Your instructions >> Scan the material for the string "roads" and copy out every line in which it occurs.

Exercise input >>
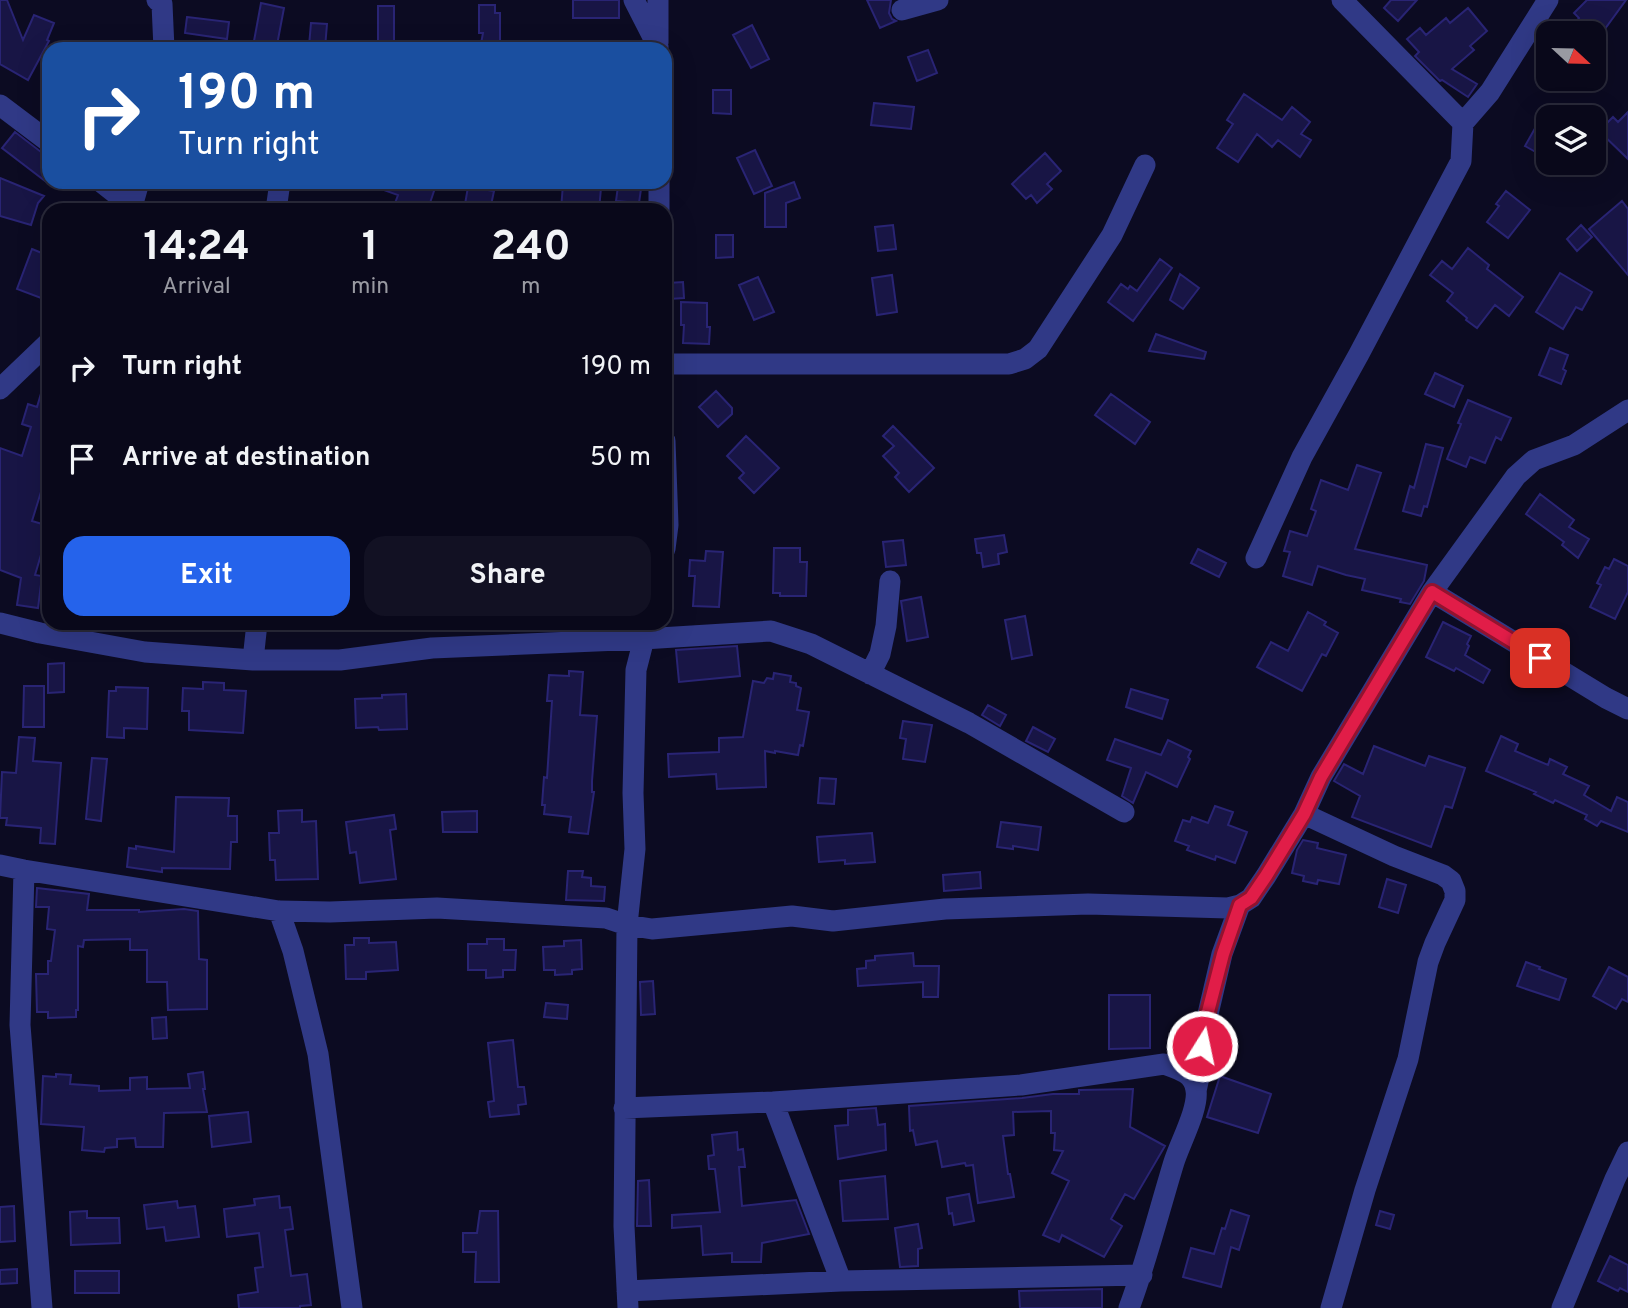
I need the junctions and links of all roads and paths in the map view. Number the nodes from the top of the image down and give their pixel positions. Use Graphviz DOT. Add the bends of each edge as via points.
graph roads {
  1 [pos="157,0"];
  2 [pos="634,0"];
  3 [pos="658,0"];
  4 [pos="938,0"];
  5 [pos="1342,0"];
  6 [pos="1548,0"];
  7 [pos="902,10"];
  8 [pos="164,42"];
  9 [pos="656,42"];
  10 [pos="659,42"];
  11 [pos="0,105"];
  12 [pos="1464,123"];
  13 [pos="42,137"];
  14 [pos="1145,165"];
  15 [pos="110,189"];
  16 [pos="127,203"];
  17 [pos="42,349"];
  18 [pos="672,364"];
  19 [pos="0,389"];
  20 [pos="1628,410"];
  21 [pos="1256,558"];
  22 [pos="890,581"];
  23 [pos="1432,592"];
  24 [pos="0,623"];
  25 [pos="256,630"];
  26 [pos="645,631"];
  27 [pos="253,660"];
  28 [pos="870,674"];
  29 [pos="1628,709"];
  30 [pos="1124,812"];
  31 [pos="1304,814"];
  32 [pos="0,865"];
  33 [pos="24,870"];
  34 [pos="1240,905"];
  35 [pos="279,911"];
  36 [pos="627,925"];
  37 [pos="1196,1091"];
  38 [pos="774,1102"];
  39 [pos="624,1108"];
  40 [pos="1628,1152"];
  41 [pos="1142,1275"];
  42 [pos="841,1282"];
  43 [pos="628,1299"];
  44 [pos="42,1308"];
  45 [pos="352,1308"];
  46 [pos="1129,1308"];
  47 [pos="1331,1308"];
  48 [pos="1562,1308"];
  1 -- 8 [label="street" via="162,4"];
  2 -- 9 [label="street"];
  3 -- 10 [label="street"];
  4 -- 7 [label="street"];
  5 -- 12 [label="street"];
  6 -- 12 [label="street" via="1490,92"];
  11 -- 13 [label="street"];
  12 -- 21 [label="street" via="1461,161 1302,457"];
  14 -- 18 [label="street" via="1112,235 1038,349 1025,359 1009,364"];
  15 -- 16 [label="street"];
  17 -- 19 [label="street"];
  20 -- 23 [label="street" via="1574,445 1534,460"];
  22 -- 28 [label="street" via="880,654"];
  23 -- 29 [label="street"];
  23 -- 31 [label="street" via="1321,777"];
  24 -- 27 [label="street" via="145,652"];
  25 -- 27 [label="street"];
  26 -- 27 [label="street" via="340,660"];
  26 -- 28 [label="street" via="771,631 811,644"];
  26 -- 36 [label="street" via="636,670 635,849"];
  28 -- 30 [label="street" via="970,723"];
  31 -- 34 [label="street" via="1251,898"];
  31 -- 47 [label="street" via="1443,874 1455,891 1455,901 1428,962 1408,1059"];
  32 -- 33 [label="street"];
  33 -- 35 [label="street"];
  33 -- 44 [label="street" via="20,1024"];
  34 -- 36 [label="street" via="946,909 833,921 792,916 652,929"];
  34 -- 37 [label="street" via="1203,1031"];
  35 -- 36 [label="street" via="437,908 606,918"];
  35 -- 45 [label="street" via="318,1054"];
  36 -- 39 [label="street"];
  37 -- 38 [label="street" via="1192,1078 1164,1064 1021,1085"];
  37 -- 41 [label="street"];
  38 -- 39 [label="street"];
  38 -- 42 [label="street"];
  39 -- 43 [label="street"];
  40 -- 48 [label="street"];
  41 -- 42 [label="street"];
  41 -- 46 [label="street"];
  42 -- 43 [label="street"];
}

Your solution >>
I need the junctions and links of all roads and paths in the map view. Number the nodes from the top of the image down and give their pixel positions. Use Graphviz DOT. Add the bends of each edge as via points.
graph roads {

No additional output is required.